Ces incendies sont bien plus importants que les incendies de forêt habituels, mais les chercheurs se sont concentrés uniquement sur la perte de la couverture arborée, qui a un effet plus important, a précisé Alexandra Tyukavina, coauteur de l’étude et professeur de géographie à l’université du Maryland.

« La perte d’une telle superficie de forêt est très importante et très préoccupante », a estimé Jacob Bendix, professeur de géographie et d’environnement à l’université de Syracuse, qui n’a pas participé à l’étude.

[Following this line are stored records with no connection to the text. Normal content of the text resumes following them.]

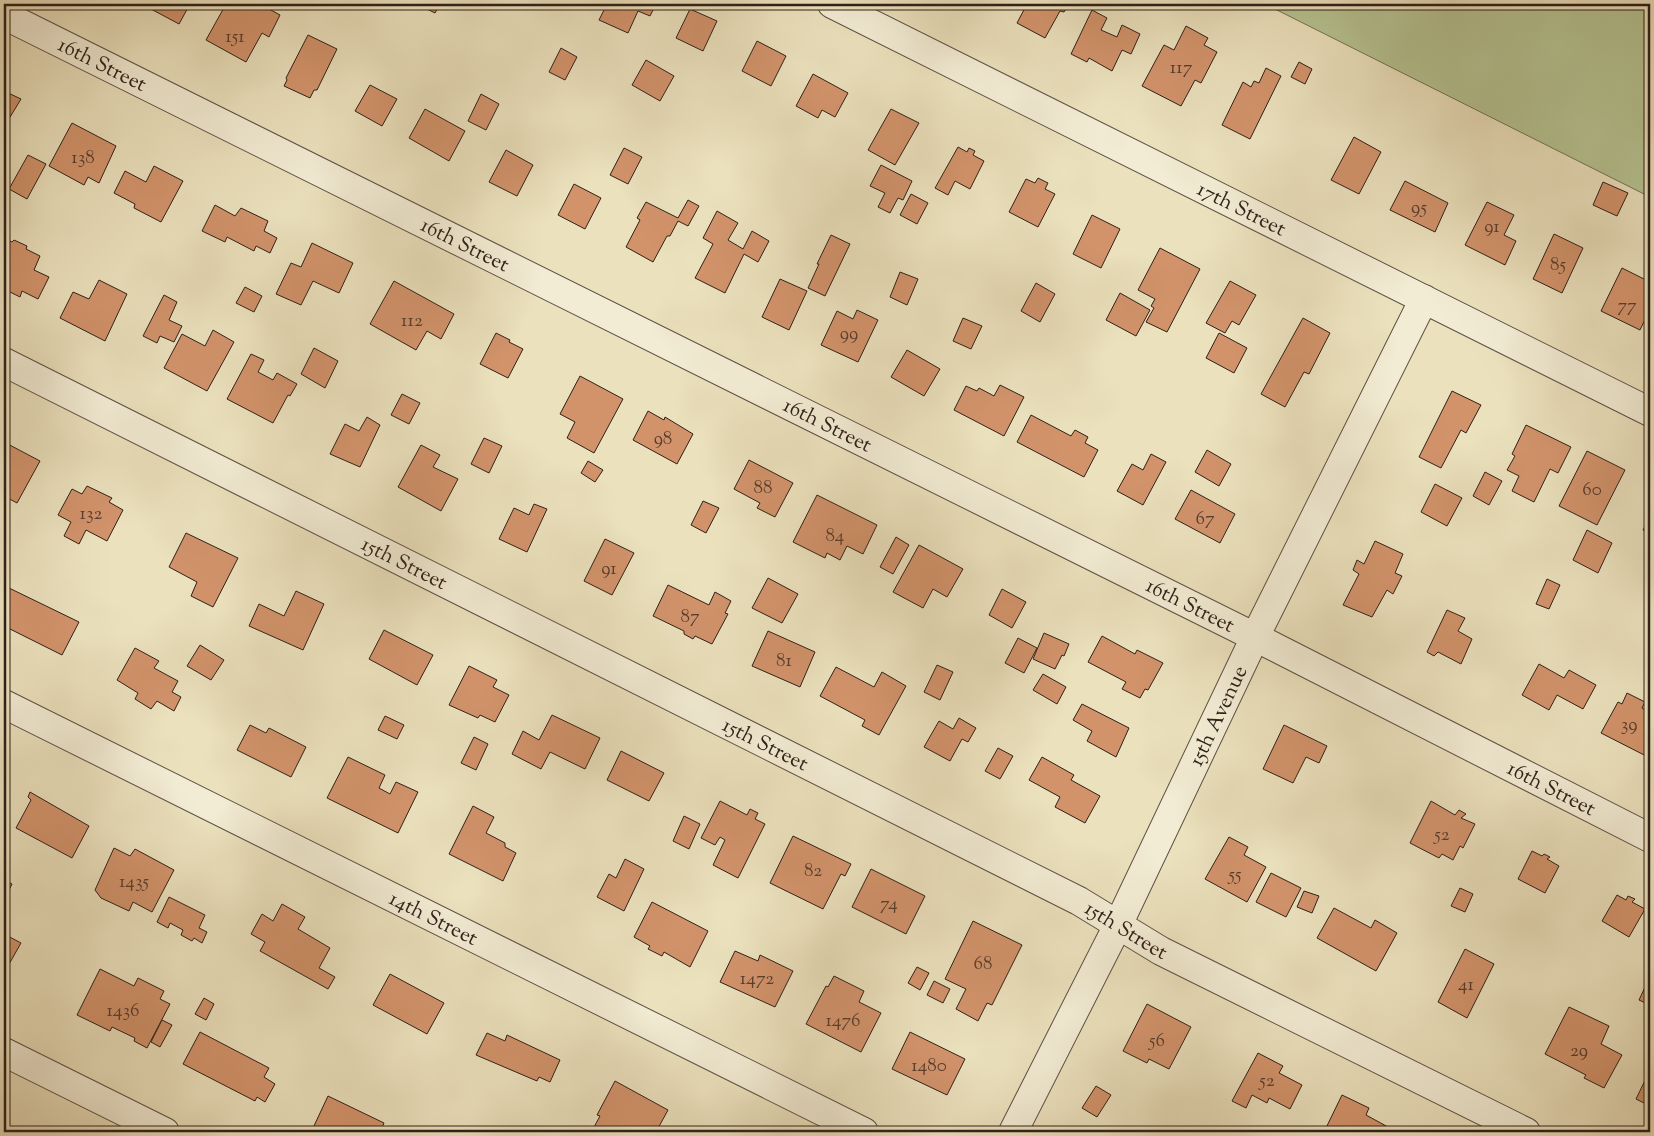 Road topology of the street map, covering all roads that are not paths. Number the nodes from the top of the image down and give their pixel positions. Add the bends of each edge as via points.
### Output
1 (832, 4) edge
2 (4, 14) edge
3 (1424, 299) junction
4 (4, 362) edge
5 (1650, 412) edge
6 (1255, 637) junction
7 (4, 704) edge
8 (1650, 838) edge
9 (1118, 925) junction
10 (4, 1052) edge
11 (165, 1132) edge
12 (864, 1132) edge
13 (1013, 1132) edge
14 (1526, 1132) edge

1 - 3 street, 17th Street
2 - 6 street, 16th Street
3 - 5 street, 17th Street
3 - 6 street, 15th Avenue
4 - 9 street, 15th Street via 1070,897
6 - 8 street, 16th Street
6 - 9 street, 15th Avenue
7 - 12 street, 14th Street
9 - 13 street, 15th Avenue
9 - 14 street, 15th Street via 1161,951
10 - 11 street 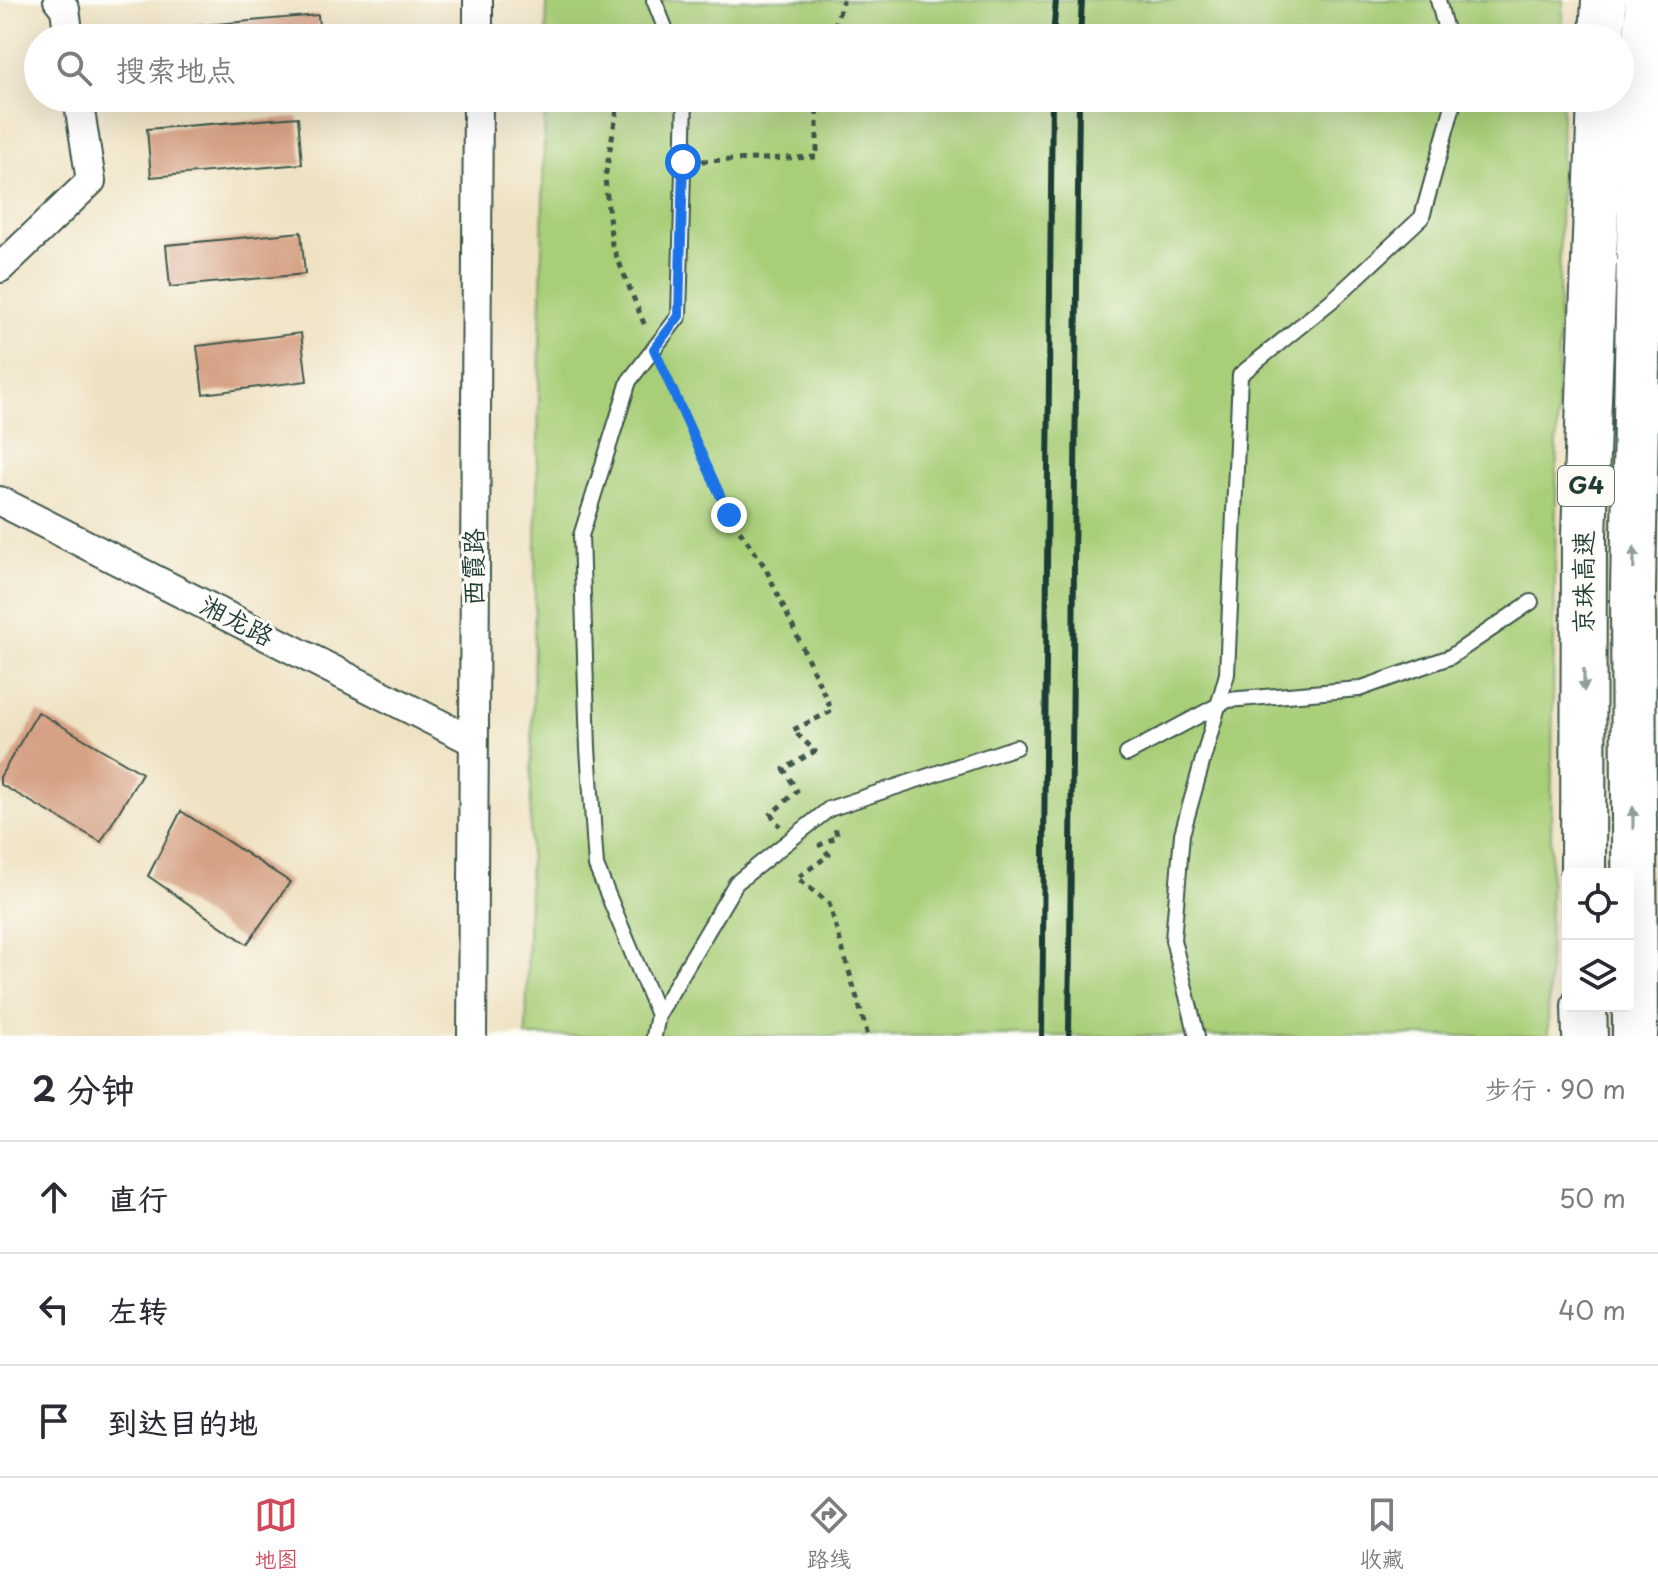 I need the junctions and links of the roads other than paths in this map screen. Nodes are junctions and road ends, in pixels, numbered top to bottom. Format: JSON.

« Bien que la forêt finisse par repousser et séquestrer du carbone, ce processus prendra au minimum des décennies, de sorte qu’il existe un décalage assez important entre l’ajout de carbone atmosphérique dû aux incendies de forêt et l’élimination éventuelle d’au moins une partie de ce carbone par la forêt qui repousse. Ainsi, au cours de ces décennies, l’impact net des incendies est une contribution au réchauffement climatique. »

Il ne s’agit pas seulement d’une augmentation des gaz qui piègent la chaleur et de la disparition des forêts, il y a aussi des conséquences sur la santé, a rappelé Mme Tyukavina.

« En raison de ces incendies catastrophiques, la qualité de l’air dans les zones peuplées et les villes a été affectée l’année dernière », a-t-elle déclaré, mentionnant l’été de New York marqué par le smog. Plus de 200 communautés comptant environ 232 000 habitants ont dû être évacuées, selon une autre étude d’experts canadiens en forêt et en incendies qui n’a pas encore été publiée ou évaluée par des pairs.

L’un des auteurs de l’étude canadienne, Mike Flannigan, expert en incendies à l’université Thompson Rivers de Kamloops, en Colombie-Britannique, estime que la superficie brûlée est deux fois supérieure à celle calculée par M. MacCarthy et Mme Tyukavina.

« La saison des incendies de 2023 au Canada a été une année exceptionnelle, quelle que soit la période, a dit M. Flannigan, qui n’a pas participé à l’étude du WRI, dans un courriel. Je m’attends à ce qu’il y ait plus d’incendies à l’avenir, mais des années comme 2023 seront rares. »

M. Flannigan, M. Bendix, Mme Tyukavina et M. MacCarthy sont tous d’avis que le changement climatique avait joué un rôle dans le grand incendie du Canada.

Un monde plus chaud signifie une saison des incendies plus longue, davantage d’incendies provoqués par la foudre et surtout du bois et des broussailles plus secs qui s’enflamment « en raison de l’augmentation de la température », a écrit M. Flannigan. L’année dernière, la température moyenne de mai à octobre au Canada était supérieure de près de 2,2 degrés Celsius à la normale, selon l’étude de M. Flannigan. Certaines régions du Canada ont connu des températures de 8 à 10 degrés Celsius supérieures à la moyenne en mai et en juin, a indiqué M. MaCarthy.

Il existe une variabilité à court terme dans les tendances, de sorte qu’il est difficile d’attribuer au changement climatique une année et une zone brûlée spécifiques, et les facteurs géographiques jouent un rôle, mais « il ne fait aucun doute que le changement climatique est le principal moteur de l’augmentation mondiale des incendies de forêt », a prévenu M. Bendix dans un courrier électronique.

« Avec le réchauffement de la planète dû au changement climatique, les années catastrophiques vont probablement se produire plus souvent et nous allons voir ces années plus marquées plus souvent », a alerté Mme Tyukavina.